Les amalgames ont commencé et l’exemple vient d’en haut : lors d’une réunion tenue ce dimanche, le gouvernement a annoncé que la première mesure serait le renforcement de « frontex », la police européenne des frontières , chargée de repousser les boat-people de Méditerranée… Comme si des terroristes peuplaient les embarcations de fortune des candidats à l’émigration qui meurent par milliers chaque année ! Comme si c’était l’immigration le problème alors que les trois djihadistes sont nés en France !

... et poursuivre les guerres à l’extérieur

Bush avait tiré prétexte des attentats du 11 septembre pour envahir l’Afghanistan puis l’Irak. Hollande l’imite et dès le 7 janvier a annoncé sa détermination à renforcer la prétendue « guerre contre le terrorisme ». En réalité, ces guerres incessantes ne visent qu’à maintenir la domination des multinationales, leur droit à piller les ressources naturelles.

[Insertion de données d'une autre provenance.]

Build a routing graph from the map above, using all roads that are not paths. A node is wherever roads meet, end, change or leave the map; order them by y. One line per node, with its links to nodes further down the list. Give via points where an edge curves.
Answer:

Le chaos créé par l’occupation de l’Afghanistan depuis 2001, de l’Irak depuis 2003 ou par le bombardement de la Lybie en 2011, bien loin d’affaiblir les islamistes, a créé un terreau sur lequel ils prospèrent.

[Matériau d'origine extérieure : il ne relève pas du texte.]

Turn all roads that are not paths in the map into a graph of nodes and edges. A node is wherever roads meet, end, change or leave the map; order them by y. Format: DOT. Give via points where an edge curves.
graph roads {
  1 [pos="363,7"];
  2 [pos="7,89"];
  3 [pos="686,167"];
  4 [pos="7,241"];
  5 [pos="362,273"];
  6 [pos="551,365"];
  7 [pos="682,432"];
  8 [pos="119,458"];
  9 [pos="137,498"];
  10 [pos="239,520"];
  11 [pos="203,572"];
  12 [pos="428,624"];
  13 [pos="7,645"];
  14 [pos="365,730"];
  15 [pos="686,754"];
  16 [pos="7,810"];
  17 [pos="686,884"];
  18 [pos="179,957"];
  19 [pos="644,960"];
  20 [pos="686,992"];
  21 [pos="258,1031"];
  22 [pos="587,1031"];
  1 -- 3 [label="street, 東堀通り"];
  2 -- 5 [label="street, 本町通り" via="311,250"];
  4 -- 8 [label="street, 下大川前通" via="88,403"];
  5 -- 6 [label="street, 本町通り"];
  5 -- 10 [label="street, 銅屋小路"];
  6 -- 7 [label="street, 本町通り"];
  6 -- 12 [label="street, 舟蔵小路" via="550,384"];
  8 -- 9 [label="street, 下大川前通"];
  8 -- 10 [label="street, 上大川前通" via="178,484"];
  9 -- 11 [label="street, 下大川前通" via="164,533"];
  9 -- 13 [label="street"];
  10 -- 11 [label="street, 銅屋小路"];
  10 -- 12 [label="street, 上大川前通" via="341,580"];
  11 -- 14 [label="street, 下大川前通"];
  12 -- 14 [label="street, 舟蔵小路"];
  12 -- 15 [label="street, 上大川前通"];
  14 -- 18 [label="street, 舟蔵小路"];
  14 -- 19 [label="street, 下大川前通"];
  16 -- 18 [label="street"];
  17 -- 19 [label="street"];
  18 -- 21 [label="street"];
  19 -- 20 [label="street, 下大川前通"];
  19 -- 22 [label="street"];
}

De ce fait, les populations des pays musulmans sont les doubles victimes des interventions militaires occidentales et des terroristes islamistes. Les attentats que ceux-ci organisent, y compris les rares qui ont lieu en Europe ou aux États-Unis, visent avant tout à renforcer leur dictature obscurantiste sur les territoires qu’ils contrôlent au Moyen-Orient et en Afrique. Les Algériens qui directement ou par leurs familles ont vécu la guerre civile des années 1990, en gardent le douloureux souvenir.

Et les groupes armés qui parviennent par ces méthodes à contrôler durablement une région et ses habitants, peuvent parfois être reconnus par les grandes puissances, comme le Libyen Kadhafi avant sa chute, ou les ayatollahs iraniens aujourd’hui. Parmi eux, qui sait quels seront les prochains invités de Hollande pour battre le pavé parisien ?

Et maintenant ?

Le piège ne s’est pas encore refermé. Hollande et son équipe au service du patronat compte bien se servir de cette nouvelle popularité tombée du ciel pour raffermir sa politique anti-ouvrière : moins de carotte encore et plus de bâton ! Beaucoup de ceux qui ont manifesté ce dernier week-end espèrent au contraire que demain ne devrait plus être comme hier. Mais il n’y a jamais eu de bon dieu pour les travailleurs ! Ils ont toujours dû se défendre eux-mêmes. Trouver les solutions eux-mêmes, dans leur nombre − on a vu ce week-end qu’il existe ! −, dans leur organisation, mais surtout pas dans des marches silencieuses − aussi massives soient-elles − derrière les chefs d’États de ce système qui appauvrit les pauvres, enrichit les riches, discrimine et bombarde.